Robert Lepage diverte-se quando é comparado ao cineasta Federico Fellini por sua habilidade em
criar
ilusionismo com um extravagante senso visual a partir da comunhão entre
o hermético e o mundano. "Talvez porque, como ele, sinto que meu
trabalho é tão revelador sobre quem sou e o que busco entender sobre mim
mesmo."
É justamente isso o motivador do trabalho de Lepage que, por extensão, busca compreender o
mundo.
Em Espadas, a ação faz um paralelo entre duas cidades construídas no
deserto, Las Vegas e Bagdá. A primeira, por conta de sua arquitetura
fake, desponta como uma caricatura do mundo ocidental, enquanto Bagdá é a
capital bombardeada pelo governo americano em nome da democracia. "É
esse jogo de aparências que marca o espetáculo", conta Lepage. "Durante
um fim de semana, diversos personagens se refugiam na cidade americana
em busca de ilusões, mesmo que outra cidade no outro lado do mundo
esteja sendo bombardeada."
Já Copas amarra Argélia, França, a
cidade
canadense de Quebec e a Primavera Árabe, em dois tempos, 2011 e 1856.

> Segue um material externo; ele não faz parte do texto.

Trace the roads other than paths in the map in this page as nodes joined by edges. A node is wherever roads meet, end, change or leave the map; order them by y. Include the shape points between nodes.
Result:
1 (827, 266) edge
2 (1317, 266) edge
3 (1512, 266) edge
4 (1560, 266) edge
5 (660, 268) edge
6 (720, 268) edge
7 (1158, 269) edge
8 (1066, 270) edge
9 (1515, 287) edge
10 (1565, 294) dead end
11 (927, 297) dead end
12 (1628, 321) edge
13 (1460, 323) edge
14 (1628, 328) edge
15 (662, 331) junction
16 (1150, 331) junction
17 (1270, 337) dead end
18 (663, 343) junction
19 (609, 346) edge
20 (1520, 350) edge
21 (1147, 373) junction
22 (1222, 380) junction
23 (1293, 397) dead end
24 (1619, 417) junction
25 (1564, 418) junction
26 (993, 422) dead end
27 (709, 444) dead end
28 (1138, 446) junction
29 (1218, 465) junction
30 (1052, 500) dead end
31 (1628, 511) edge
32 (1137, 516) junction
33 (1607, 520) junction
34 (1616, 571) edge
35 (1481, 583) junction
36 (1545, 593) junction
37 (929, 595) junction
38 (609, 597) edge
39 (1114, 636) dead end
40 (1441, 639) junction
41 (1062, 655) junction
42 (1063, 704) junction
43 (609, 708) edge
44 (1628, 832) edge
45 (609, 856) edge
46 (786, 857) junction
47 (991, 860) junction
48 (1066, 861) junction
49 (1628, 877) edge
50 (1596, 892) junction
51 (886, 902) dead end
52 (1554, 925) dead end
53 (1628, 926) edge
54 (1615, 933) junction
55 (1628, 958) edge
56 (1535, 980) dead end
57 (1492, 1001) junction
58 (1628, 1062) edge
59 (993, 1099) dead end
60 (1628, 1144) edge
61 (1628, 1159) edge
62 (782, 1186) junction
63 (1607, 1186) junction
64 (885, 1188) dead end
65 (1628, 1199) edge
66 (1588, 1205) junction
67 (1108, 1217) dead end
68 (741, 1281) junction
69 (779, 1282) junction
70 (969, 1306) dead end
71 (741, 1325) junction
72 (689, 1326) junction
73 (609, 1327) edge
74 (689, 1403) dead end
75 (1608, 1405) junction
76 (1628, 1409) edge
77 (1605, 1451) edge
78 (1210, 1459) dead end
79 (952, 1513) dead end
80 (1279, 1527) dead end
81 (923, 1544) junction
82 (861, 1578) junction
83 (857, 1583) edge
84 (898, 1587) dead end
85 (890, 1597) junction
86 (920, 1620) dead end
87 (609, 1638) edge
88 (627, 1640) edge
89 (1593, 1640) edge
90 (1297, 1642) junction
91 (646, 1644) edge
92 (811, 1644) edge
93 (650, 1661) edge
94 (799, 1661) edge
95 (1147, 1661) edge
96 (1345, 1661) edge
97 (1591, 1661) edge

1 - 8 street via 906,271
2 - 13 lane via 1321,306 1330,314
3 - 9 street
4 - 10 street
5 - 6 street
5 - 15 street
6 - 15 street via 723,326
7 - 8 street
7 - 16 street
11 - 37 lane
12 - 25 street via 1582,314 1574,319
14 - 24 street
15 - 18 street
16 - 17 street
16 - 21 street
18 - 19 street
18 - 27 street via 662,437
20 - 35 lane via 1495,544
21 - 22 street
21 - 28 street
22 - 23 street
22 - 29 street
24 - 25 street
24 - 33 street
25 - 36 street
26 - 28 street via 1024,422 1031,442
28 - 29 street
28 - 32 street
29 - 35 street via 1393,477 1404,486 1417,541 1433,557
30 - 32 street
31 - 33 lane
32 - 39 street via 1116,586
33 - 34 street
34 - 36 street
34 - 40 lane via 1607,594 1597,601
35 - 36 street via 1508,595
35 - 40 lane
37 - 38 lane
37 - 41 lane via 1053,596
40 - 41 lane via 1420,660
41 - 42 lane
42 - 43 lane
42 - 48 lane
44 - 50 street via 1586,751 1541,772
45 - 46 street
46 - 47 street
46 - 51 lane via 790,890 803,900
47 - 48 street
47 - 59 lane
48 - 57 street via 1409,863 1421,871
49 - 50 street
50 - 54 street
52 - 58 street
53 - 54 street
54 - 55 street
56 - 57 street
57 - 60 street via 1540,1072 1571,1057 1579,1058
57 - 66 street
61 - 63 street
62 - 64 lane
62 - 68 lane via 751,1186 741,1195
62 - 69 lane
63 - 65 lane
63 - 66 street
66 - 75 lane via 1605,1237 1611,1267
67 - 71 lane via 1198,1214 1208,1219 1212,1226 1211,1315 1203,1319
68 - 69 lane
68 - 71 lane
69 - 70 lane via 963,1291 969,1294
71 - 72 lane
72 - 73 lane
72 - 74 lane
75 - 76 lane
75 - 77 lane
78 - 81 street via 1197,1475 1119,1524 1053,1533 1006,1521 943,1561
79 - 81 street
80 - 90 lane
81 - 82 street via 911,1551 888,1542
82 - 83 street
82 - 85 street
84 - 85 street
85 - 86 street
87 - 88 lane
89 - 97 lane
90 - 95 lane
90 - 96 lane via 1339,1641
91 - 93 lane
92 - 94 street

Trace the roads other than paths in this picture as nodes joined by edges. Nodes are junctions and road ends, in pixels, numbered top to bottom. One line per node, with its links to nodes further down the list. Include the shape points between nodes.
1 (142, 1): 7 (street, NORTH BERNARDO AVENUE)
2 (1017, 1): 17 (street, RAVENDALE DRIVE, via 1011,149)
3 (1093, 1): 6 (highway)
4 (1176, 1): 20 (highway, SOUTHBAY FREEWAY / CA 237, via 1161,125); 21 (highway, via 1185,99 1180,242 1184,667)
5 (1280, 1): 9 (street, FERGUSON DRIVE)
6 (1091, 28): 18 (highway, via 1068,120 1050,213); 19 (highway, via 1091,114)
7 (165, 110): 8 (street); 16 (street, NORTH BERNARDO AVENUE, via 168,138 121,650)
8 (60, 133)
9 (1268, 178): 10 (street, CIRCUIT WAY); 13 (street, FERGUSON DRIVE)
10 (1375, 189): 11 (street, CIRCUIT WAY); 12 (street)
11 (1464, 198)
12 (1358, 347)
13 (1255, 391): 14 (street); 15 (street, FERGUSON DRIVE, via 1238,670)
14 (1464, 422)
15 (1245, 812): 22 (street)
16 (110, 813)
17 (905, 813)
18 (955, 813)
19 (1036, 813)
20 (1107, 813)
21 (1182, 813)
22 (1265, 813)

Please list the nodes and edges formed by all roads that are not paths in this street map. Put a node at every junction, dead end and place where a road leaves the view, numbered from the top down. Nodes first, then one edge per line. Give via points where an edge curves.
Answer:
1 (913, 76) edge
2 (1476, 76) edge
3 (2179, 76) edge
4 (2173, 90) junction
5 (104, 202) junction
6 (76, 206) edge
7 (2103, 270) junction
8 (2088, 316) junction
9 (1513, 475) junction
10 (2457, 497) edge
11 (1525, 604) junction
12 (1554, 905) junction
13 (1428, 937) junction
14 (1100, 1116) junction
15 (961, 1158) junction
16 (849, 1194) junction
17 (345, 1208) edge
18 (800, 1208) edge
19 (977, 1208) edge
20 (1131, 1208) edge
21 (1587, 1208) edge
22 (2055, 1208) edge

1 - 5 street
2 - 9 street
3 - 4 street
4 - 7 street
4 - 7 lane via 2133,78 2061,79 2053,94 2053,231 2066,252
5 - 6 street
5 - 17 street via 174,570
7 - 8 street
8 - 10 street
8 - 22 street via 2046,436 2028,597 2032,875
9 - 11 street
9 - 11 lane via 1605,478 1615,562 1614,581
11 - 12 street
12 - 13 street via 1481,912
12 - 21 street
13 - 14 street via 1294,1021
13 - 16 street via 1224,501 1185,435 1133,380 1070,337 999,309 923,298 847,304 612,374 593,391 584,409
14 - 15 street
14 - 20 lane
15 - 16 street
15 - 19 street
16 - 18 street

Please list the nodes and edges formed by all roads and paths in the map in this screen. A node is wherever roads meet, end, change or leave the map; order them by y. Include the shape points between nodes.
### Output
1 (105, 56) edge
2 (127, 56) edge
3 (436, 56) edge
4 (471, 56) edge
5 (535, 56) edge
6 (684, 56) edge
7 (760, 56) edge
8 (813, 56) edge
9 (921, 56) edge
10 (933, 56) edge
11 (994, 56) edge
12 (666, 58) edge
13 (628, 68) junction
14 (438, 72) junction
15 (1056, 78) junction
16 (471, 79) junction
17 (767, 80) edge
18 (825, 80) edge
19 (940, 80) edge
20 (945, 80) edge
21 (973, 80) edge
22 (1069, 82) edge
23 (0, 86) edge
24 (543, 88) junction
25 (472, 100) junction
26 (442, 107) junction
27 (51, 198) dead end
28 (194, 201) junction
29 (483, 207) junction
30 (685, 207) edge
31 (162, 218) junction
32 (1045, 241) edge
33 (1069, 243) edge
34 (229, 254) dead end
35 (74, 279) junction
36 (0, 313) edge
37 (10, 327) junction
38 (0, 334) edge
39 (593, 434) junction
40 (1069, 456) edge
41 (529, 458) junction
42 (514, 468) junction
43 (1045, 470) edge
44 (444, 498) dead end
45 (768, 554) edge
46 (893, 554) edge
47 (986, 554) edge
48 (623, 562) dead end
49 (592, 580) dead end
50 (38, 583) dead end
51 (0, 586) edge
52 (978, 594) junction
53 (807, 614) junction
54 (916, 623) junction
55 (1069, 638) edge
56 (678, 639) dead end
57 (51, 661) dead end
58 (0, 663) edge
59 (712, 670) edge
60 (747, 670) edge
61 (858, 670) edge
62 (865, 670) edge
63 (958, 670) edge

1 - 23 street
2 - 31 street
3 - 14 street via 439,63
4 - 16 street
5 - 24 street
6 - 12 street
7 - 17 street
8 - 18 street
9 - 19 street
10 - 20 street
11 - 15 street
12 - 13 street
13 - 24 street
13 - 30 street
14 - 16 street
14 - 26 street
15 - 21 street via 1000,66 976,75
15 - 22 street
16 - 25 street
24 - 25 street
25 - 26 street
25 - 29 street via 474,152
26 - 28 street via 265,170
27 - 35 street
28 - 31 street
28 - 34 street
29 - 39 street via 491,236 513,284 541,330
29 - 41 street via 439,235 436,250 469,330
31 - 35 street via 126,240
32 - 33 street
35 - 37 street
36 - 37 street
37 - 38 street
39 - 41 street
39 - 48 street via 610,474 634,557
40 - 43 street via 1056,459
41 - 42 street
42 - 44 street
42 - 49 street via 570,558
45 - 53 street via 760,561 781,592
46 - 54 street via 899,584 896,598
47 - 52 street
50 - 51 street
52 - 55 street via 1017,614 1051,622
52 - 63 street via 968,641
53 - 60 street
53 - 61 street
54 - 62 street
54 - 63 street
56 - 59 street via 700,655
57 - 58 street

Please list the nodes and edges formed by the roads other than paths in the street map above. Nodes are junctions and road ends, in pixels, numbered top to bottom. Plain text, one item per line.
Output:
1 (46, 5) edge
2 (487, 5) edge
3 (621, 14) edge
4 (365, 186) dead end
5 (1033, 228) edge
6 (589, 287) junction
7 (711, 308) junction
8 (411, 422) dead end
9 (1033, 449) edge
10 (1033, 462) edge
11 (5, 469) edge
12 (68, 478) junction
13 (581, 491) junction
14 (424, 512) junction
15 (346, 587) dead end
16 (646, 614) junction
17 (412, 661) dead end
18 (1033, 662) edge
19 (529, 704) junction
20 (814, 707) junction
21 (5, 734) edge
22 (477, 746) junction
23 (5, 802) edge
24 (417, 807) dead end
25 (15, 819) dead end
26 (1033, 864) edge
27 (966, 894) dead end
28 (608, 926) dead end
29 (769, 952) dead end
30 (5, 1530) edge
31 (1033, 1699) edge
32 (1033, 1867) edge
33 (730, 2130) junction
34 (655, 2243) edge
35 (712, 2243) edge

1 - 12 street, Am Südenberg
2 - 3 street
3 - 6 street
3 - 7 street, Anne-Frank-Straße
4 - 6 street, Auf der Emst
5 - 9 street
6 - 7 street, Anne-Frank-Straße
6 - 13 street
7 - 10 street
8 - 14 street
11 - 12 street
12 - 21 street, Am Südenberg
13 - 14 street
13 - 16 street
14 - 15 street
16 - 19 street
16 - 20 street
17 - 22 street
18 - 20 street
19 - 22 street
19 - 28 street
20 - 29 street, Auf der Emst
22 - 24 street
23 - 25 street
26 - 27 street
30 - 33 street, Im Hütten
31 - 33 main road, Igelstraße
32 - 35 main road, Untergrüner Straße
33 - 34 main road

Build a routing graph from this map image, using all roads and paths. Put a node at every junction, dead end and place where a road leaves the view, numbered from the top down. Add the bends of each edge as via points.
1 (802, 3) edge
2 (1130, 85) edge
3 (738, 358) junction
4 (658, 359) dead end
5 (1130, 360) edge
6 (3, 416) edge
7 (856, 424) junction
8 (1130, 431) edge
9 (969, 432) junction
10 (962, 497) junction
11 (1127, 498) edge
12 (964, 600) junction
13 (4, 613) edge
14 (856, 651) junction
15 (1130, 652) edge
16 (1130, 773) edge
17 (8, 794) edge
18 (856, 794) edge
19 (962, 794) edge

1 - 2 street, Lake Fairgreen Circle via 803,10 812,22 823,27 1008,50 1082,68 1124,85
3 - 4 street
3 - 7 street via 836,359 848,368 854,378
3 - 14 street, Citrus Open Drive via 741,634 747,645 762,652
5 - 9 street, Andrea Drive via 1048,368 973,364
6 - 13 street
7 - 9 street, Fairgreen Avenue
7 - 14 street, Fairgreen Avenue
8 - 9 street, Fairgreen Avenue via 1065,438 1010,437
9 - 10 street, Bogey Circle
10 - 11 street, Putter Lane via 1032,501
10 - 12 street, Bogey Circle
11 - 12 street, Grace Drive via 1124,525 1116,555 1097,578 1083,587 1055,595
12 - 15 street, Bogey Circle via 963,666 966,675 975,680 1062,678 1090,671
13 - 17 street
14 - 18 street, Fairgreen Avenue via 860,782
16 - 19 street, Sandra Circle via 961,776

Na época mais recente, surge Chaffik, jovem magrebino que trabalha como
motorista de táxi no Canadá e que decide investigar sua árvore
genealógica para desvendar o mistério do desaparecimento do avô.
Logo, ele descobre uma
conexão
com o famoso mágico francês Houdini que, em 1856, foi enviado pelo
governo do seu país à Argélia, para rivalizar com o poder espiritual e
mágico dos marabutos (eremita considerado santo por habitantes da região
noroeste da África). "A relação entre eles em pouco tempo torna-se
visível, não apenas por questão familiar, mas também por magia, crenças e
fé", argumenta Lepage.
As fronteiras do tempo se esfumaçam e a Argélia colonial e suas
ruelas se confundem com o mundo dos mágicos franceses (Robert-Houdin,
Méliès), e de suas ligações com a ciência e o cinema. "Para esses
espetáculos, adoto o formato arena, com o público cercando o palco como
em um ringue de boxe", diz o diretor.
"Além de permitir que o espectador se sinta dentro da cena, há uma
verticalidade que, metaforicamente, pensemos no céu e no inferno. Também
o ator é obrigado a ter um maior domínio de espaço, pois sempre estará
cercado de público, e a saber utilizar a voz com precisão."
No comando de um grande número de técnicos e atores, Lepage
diverte-se ao se ver no meio de um caos organizado. "Sei que é um
paradoxo, mas o caos é o início de tudo", justifica. "Quando começo o
processo, não sei para onde vamos, mas sei que será um caminho louco."